One of the numberless noteworthy and conclusive examples of the absolute truth of this generalization was that of the great frauds perpetrated by the firm of Phelps, Dodge and Company, millionaire importers of tin, copper, lead and other metals.
So far as public reputation went, the members of the house were the extreme opposites of Gould. In the wide realm of commercialism a more stable and illustrious firm could not be found. Its wealth was conventionally "solid and substantial;" its members were lauded as "high-toned" business men "of the old-fashioned school," and as consistent church communicants and expansive philanthropists. Indeed, one of them was regarded as so glorious and uplifting a model for adolescent youth, that he was chosen president of the Young Men's Christian Association; and his statue, erected by his family, to-day irradiates the tawdry surroundings of Herald Square, New York City. In the Blue Book of the elect, socially and commercially, no names could be found more indicative of select, strong-ribbed, triple-dyed respectability and elegant social poise and position.
In the dying months of 1872, a prying iconoclast, unawed by the glamor of their public repute and the contemplation of their wealth, began an exhaustive investigation of their custom house invoices. This inquiring individual was B. G. Jayne, a special United States Treasury agent. He seems to have been either a duty-loving servant of the people, stubbornly bent upon ferreting out fraud wherever he found it, irrespective of whether the criminals were powerful or not, or he was prompted by the prospect of a large reward. The more he searched into this case, the more of a mountainous mass of perjury and fraud revealed itself.
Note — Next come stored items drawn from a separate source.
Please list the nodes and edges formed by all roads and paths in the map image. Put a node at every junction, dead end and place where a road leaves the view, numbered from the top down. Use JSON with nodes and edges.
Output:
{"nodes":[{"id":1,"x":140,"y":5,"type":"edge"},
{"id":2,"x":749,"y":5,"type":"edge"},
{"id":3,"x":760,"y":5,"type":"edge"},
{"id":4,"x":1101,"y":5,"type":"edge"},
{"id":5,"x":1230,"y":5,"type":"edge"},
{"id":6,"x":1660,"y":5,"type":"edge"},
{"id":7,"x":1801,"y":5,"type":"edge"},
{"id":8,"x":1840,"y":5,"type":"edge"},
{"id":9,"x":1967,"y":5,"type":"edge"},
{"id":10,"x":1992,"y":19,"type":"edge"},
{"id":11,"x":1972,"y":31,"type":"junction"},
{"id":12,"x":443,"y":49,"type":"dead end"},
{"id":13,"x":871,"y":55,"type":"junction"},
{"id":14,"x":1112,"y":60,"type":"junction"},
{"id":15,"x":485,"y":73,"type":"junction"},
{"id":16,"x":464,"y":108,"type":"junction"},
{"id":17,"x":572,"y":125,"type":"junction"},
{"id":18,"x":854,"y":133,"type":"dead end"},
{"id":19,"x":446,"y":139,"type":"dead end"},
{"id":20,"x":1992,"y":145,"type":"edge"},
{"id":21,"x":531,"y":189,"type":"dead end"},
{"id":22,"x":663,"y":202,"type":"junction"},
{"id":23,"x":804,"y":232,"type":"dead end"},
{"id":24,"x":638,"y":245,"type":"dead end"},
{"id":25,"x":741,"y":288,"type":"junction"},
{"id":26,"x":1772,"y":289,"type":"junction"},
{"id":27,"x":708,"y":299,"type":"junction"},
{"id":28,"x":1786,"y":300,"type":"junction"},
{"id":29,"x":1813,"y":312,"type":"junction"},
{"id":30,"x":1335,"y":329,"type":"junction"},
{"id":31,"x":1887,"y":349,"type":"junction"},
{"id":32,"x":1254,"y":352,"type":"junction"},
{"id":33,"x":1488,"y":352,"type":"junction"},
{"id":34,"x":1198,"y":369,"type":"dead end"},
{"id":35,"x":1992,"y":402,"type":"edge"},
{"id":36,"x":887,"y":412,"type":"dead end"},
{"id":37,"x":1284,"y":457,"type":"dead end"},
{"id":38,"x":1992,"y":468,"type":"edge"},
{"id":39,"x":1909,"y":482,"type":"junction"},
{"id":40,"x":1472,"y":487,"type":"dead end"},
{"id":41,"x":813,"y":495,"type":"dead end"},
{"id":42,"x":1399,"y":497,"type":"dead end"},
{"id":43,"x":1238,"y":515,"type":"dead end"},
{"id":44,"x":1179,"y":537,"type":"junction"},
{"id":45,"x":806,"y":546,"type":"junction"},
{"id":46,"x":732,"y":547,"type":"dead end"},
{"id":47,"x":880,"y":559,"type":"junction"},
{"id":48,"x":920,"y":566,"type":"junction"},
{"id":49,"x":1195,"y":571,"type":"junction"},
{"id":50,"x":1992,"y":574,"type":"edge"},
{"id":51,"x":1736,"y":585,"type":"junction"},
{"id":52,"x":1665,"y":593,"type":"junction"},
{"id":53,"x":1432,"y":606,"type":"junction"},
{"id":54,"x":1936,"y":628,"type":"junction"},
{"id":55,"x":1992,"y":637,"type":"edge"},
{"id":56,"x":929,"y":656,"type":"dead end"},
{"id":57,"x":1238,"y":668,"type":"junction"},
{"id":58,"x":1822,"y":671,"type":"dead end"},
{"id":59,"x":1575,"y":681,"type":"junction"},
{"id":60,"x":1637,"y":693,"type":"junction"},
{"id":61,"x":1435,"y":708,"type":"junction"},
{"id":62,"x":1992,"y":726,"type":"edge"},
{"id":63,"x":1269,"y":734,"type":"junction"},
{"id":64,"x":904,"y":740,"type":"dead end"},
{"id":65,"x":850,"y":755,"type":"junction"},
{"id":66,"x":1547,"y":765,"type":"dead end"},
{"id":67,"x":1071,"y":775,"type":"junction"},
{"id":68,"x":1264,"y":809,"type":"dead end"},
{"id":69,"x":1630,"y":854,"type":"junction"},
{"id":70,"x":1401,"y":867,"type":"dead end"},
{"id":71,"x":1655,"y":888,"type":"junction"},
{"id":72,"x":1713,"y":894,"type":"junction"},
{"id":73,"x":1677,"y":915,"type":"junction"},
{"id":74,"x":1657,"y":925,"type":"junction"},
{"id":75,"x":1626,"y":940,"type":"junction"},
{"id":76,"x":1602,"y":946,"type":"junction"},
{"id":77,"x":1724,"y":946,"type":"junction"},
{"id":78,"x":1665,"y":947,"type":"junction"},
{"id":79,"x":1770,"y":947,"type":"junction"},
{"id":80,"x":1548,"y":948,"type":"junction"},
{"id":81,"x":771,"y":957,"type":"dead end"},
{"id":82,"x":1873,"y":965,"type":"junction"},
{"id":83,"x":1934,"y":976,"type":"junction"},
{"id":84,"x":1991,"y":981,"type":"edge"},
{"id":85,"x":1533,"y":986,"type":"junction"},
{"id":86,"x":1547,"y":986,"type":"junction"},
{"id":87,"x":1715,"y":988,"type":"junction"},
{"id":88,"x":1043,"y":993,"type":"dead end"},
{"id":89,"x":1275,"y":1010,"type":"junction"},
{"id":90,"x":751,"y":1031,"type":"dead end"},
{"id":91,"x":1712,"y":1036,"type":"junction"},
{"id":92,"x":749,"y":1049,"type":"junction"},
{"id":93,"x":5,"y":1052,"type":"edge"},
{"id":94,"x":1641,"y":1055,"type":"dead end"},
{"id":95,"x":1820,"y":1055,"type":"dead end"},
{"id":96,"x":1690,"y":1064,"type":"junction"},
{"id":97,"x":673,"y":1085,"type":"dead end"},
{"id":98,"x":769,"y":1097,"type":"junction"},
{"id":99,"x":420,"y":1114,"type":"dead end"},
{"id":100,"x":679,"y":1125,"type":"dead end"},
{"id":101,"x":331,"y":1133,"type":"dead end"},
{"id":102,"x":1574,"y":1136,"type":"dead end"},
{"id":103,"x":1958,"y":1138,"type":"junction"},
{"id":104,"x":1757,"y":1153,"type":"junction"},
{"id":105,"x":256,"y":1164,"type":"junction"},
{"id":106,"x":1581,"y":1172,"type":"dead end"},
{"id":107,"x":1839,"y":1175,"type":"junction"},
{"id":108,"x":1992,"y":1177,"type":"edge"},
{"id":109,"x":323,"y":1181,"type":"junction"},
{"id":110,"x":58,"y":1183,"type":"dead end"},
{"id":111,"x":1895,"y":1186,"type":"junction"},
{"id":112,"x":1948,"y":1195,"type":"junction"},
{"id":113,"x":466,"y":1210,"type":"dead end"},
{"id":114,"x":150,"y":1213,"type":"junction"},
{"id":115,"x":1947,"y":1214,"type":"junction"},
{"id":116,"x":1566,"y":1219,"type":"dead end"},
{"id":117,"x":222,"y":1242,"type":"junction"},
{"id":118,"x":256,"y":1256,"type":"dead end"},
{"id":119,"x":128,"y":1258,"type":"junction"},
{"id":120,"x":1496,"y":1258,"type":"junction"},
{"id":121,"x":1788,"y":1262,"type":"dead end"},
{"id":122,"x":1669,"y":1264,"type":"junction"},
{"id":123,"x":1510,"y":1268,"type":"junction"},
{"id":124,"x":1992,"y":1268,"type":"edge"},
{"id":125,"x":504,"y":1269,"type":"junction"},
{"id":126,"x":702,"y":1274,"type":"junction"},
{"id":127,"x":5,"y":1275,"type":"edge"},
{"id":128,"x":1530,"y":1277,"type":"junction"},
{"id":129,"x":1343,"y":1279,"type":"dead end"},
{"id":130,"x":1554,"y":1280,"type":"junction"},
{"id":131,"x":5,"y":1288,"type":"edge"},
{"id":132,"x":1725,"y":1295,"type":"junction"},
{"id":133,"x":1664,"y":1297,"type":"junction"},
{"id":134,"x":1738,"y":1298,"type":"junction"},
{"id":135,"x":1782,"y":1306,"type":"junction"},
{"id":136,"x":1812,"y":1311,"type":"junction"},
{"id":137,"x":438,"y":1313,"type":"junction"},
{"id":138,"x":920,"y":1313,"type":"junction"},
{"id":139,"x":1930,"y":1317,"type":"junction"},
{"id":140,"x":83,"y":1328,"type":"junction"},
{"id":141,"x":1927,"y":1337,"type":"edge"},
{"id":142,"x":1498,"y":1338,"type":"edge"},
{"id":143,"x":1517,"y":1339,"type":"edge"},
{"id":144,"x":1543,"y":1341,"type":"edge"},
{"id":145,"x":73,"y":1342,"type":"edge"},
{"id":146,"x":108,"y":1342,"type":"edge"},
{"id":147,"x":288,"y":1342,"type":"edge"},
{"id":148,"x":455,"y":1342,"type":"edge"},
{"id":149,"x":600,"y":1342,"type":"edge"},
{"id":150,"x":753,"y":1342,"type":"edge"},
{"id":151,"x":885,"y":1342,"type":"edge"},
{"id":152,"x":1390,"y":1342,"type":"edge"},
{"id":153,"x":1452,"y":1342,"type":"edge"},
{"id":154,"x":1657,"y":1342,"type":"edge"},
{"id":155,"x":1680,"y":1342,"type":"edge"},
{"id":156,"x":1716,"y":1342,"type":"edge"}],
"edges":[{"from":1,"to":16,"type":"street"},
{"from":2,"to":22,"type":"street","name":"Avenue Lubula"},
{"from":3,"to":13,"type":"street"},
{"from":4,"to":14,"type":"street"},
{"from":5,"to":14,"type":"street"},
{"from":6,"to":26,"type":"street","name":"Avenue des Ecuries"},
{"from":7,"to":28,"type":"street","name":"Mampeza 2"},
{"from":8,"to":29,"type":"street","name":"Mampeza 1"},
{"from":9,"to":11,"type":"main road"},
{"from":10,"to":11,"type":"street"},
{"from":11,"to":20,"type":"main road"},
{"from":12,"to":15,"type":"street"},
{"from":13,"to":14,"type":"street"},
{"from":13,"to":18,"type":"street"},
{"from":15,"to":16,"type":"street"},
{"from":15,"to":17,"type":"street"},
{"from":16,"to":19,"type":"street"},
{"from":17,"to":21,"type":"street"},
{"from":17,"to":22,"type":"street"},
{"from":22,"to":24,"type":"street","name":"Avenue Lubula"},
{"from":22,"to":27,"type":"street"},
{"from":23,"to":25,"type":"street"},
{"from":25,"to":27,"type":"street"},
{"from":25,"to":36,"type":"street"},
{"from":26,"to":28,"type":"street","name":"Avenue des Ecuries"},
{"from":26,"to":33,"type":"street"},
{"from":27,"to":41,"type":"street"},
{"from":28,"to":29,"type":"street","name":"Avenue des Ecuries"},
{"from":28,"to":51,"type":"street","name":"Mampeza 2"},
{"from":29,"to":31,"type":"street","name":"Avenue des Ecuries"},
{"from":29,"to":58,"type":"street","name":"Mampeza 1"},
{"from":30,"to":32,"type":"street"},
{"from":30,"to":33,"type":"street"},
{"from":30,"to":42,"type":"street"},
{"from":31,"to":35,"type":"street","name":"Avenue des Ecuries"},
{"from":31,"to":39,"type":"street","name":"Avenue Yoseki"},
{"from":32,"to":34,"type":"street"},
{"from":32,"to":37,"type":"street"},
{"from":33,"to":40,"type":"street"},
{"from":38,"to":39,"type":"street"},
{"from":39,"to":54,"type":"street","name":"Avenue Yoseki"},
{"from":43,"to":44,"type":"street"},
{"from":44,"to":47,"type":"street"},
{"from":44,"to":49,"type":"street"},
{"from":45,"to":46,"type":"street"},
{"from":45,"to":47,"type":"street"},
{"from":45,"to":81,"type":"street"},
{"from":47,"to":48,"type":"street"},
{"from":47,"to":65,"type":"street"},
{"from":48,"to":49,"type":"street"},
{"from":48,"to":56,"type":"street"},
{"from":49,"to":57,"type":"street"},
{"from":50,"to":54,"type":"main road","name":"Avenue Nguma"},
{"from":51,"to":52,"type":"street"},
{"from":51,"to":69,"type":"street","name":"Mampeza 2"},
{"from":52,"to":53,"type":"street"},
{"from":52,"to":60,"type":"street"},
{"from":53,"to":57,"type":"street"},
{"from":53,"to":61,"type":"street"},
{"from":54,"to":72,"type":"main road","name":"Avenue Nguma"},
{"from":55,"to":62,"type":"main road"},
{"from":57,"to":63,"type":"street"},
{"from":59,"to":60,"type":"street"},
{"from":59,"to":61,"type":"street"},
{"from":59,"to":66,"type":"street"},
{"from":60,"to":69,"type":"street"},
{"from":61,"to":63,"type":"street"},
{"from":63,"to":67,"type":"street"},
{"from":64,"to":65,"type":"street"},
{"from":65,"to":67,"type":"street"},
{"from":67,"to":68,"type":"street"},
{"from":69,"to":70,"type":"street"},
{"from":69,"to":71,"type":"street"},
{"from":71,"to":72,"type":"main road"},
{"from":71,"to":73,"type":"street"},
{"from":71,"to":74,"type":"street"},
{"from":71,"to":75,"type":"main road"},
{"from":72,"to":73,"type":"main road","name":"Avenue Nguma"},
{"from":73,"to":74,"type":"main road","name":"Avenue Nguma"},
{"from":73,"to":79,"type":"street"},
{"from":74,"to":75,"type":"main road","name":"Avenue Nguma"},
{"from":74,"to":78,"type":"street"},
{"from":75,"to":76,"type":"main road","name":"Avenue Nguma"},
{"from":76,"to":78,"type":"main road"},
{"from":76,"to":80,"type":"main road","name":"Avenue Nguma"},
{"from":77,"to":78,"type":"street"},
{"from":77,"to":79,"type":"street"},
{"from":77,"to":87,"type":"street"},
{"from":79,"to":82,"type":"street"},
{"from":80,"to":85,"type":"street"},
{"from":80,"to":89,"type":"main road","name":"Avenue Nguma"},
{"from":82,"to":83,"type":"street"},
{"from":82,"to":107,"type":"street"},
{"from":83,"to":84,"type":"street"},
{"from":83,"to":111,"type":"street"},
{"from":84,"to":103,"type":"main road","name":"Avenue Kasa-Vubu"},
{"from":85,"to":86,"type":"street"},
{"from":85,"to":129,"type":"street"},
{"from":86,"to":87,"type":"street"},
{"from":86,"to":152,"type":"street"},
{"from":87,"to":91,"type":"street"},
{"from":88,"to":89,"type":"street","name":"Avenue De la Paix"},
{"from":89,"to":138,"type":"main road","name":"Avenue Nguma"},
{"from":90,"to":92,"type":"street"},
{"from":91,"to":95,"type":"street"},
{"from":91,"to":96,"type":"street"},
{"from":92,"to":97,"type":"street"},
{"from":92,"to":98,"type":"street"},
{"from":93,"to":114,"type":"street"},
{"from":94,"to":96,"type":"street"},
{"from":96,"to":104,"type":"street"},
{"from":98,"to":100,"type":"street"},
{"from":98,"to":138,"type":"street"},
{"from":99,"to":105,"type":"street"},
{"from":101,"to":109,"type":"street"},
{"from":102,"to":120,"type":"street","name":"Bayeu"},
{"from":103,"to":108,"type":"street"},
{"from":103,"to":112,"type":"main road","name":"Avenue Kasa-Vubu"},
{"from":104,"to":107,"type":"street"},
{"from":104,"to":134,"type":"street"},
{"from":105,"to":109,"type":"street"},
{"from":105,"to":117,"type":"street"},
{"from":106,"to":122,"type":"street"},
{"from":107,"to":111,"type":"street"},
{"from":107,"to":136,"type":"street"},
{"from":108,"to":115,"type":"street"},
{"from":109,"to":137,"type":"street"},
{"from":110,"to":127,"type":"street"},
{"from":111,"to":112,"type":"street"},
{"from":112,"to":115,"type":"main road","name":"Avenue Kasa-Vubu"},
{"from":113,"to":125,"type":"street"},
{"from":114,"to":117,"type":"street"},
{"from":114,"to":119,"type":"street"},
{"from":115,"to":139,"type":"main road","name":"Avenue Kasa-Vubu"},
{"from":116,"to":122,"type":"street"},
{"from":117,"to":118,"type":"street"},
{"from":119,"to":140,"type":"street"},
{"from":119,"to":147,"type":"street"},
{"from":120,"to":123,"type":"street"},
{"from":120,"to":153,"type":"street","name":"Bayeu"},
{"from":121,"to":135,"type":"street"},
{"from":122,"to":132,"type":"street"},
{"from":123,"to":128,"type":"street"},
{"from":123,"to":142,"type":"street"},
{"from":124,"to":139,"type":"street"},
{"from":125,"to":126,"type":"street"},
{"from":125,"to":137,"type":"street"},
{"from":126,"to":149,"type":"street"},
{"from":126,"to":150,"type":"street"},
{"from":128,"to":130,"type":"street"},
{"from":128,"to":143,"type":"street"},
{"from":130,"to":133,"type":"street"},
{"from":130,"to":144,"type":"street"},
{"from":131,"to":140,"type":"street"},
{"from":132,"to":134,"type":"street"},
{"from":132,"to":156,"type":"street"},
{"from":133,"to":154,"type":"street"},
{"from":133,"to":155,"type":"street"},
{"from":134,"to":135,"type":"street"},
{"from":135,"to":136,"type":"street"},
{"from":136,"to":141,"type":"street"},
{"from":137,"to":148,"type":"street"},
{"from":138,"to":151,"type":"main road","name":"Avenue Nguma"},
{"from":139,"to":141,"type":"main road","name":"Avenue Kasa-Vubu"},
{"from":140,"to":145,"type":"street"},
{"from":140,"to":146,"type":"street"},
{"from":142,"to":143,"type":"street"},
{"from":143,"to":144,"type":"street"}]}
On January, 3, 1873, Jayne set the full facts before his superior, George S. Boutwell, Secretary of the Treasury.
". . . Acording to ordinary modes of reckoning," he wrote, "a house of the wealth and standing of Phelps, Dodge and Company would be above the influences that induce the ordinary brood of importers to commit fraud. That same wealth and standing became an almost impenetrable armor against suspicion of wrong-doing and diverted the attention of the officers of the Government, preventing that scrutiny which they give to acts of other and less favored importers." Jayne went on to tell how he had proceeded with great caution in "establishing beyond question gross under-valuations," and how United States District Attorney Noah Davis (later a Supreme Court Justice) concurred with him that fraud had been committed.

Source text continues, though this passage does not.